教材アーカイブス/算数・数学/問題/幾何/三角形/合同001/解答例
証明例
「対応する辺の長さが3つとも等しい、二つの三角形は合同である」を説明する。
$\triangle ABC$ の3辺の長さが既知であるとする。 辺 $BC$ の一方の端点 $B$ を中心として半径 $BA$ の円を描く。 同様に他方の端点 $C$ を中心として半径 $CA$ の円を描く。
これら2円の交点は二つだけあり、一方が $A$ である。 もう一つを $A'$ とする。 円は中心を通る直線に対して線対称であるから、辺 $BC$ で折り返してやると、 $\triangle ABC$ と $\triangle A'BC$ とを重ね合わせることができる。 だから、$\triangle A'BC$ は $\triangle ABC$ に合同である。 ついでに $\triangle ABC$ は $\triangle ABC$ 自身に合同であることは自明。

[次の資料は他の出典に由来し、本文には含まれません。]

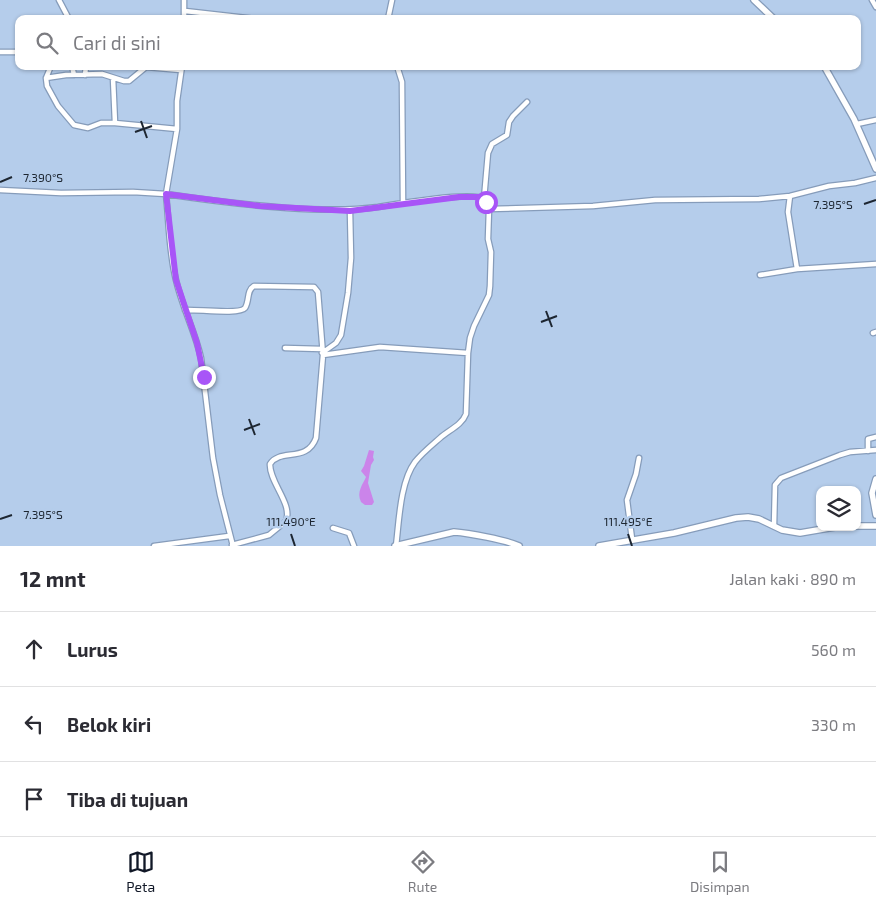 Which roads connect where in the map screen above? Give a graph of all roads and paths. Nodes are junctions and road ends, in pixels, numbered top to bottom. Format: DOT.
graph roads {
  1 [pos="59,0"];
  2 [pos="184,0"];
  3 [pos="392,0"];
  4 [pos="754,0"];
  5 [pos="872,0"];
  6 [pos="876,7"];
  7 [pos="184,11"];
  8 [pos="67,15"];
  9 [pos="184,15"];
  10 [pos="220,15"];
  11 [pos="389,15"];
  12 [pos="770,15"];
  13 [pos="0,52"];
  14 [pos="15,52"];
  15 [pos="49,70"];
  16 [pos="73,70"];
  17 [pos="86,70"];
  18 [pos="141,70"];
  19 [pos="181,70"];
  20 [pos="398,70"];
  21 [pos="826,70"];
  22 [pos="74,75"];
  23 [pos="85,75"];
  24 [pos="46,78"];
  25 [pos="113,78"];
  26 [pos="527,102"];
  27 [pos="876,120"];
  28 [pos="114,123"];
  29 [pos="857,124"];
  30 [pos="177,129"];
  31 [pos="876,169"];
  32 [pos="876,178"];
  33 [pos="0,190"];
  34 [pos="166,194"];
  35 [pos="790,196"];
  36 [pos="484,199"];
  37 [pos="403,203"];
  38 [pos="490,209"];
  39 [pos="350,211"];
  40 [pos="876,264"];
  41 [pos="798,269"];
  42 [pos="760,275"];
  43 [pos="185,310"];
  44 [pos="285,348"];
  45 [pos="322,353"];
  46 [pos="468,353"];
  47 [pos="876,437"];
  48 [pos="876,450"];
  49 [pos="868,451"];
  50 [pos="639,458"];
  51 [pos="876,478"];
  52 [pos="874,504"];
  53 [pos="876,516"];
  54 [pos="774,526"];
  55 [pos="861,526"];
  56 [pos="876,526"];
  57 [pos="333,528"];
  58 [pos="816,530"];
  59 [pos="229,536"];
  60 [pos="632,540"];
  61 [pos="617,544"];
  62 [pos="154,546"];
  63 [pos="232,546"];
  64 [pos="354,546"];
  65 [pos="396,546"];
  66 [pos="520,546"];
  67 [pos="599,546"];
  1 -- 8 [label="street"];
  2 -- 7 [label="street"];
  3 -- 11 [label="street"];
  4 -- 12 [label="street"];
  5 -- 6 [label="street"];
  7 -- 9 [label="street"];
  7 -- 10 [label="street"];
  13 -- 14 [label="street"];
  15 -- 24 [label="street"];
  16 -- 22 [label="street"];
  17 -- 23 [label="street"];
  18 -- 25 [label="street"];
  19 -- 30 [label="street"];
  20 -- 37 [label="street"];
  21 -- 29 [label="street"];
  22 -- 23 [label="street"];
  22 -- 24 [label="street"];
  23 -- 25 [label="street"];
  24 -- 28 [label="street"];
  25 -- 28 [label="street"];
  26 -- 36 [label="street"];
  27 -- 29 [label="street"];
  28 -- 30 [label="street"];
  29 -- 31 [label="street"];
  30 -- 34 [label="street"];
  32 -- 35 [label="street"];
  33 -- 34 [label="street"];
  34 -- 39 [label="street"];
  34 -- 43 [label="street"];
  35 -- 38 [label="street"];
  35 -- 41 [label="street"];
  36 -- 37 [label="street"];
  36 -- 38 [label="street"];
  37 -- 39 [label="street"];
  38 -- 46 [label="street"];
  39 -- 45 [label="street"];
  40 -- 41 [label="street"];
  41 -- 42 [label="street"];
  43 -- 45 [label="street"];
  43 -- 59 [label="street"];
  44 -- 45 [label="street"];
  45 -- 46 [label="street"];
  45 -- 63 [label="street"];
  46 -- 65 [label="street"];
  47 -- 49 [label="street"];
  48 -- 49 [label="street"];
  49 -- 54 [label="street"];
  50 -- 60 [label="street"];
  51 -- 52 [label="street"];
  52 -- 53 [label="street"];
  54 -- 58 [label="street"];
  54 -- 60 [label="street"];
  55 -- 56 [label="street"];
  57 -- 64 [label="street"];
  59 -- 62 [label="street"];
  59 -- 63 [label="street"];
  60 -- 61 [label="street"];
  61 -- 67 [label="street"];
  65 -- 66 [label="street"];
}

一般の場所にある $\triangle ABC$ に合同な三角形については、$\triangle ABC$ あるいは $\triangle A'BC$ に長さと角を変えない移動(平行移動および回転)を施せば得られる。
合同条件の一つについて説明した。 この条件を利用して、先に合同な三角形を作りかたを示し、後で一般の合同三角形の与え方を示したことで説明に一般性を持たせてある。 あくまで説明なので、こんなふうに直感的で充分だろう。
$\triangle A'BC$ は $\triangle ABC$ に鏡映(線対称)で重なるわけだから、 結局、$\triangle ABC$ に合同な三角形は本質的には $\triangle ABC$ 自身だけしかない。 $\triangle ABC$ とそれに合同な三角形の集合を考えたとき、この合同という関係は同値関係と呼ばれるものの例である。 $\triangle ABC$ をこの集合の代表元と呼ぶ。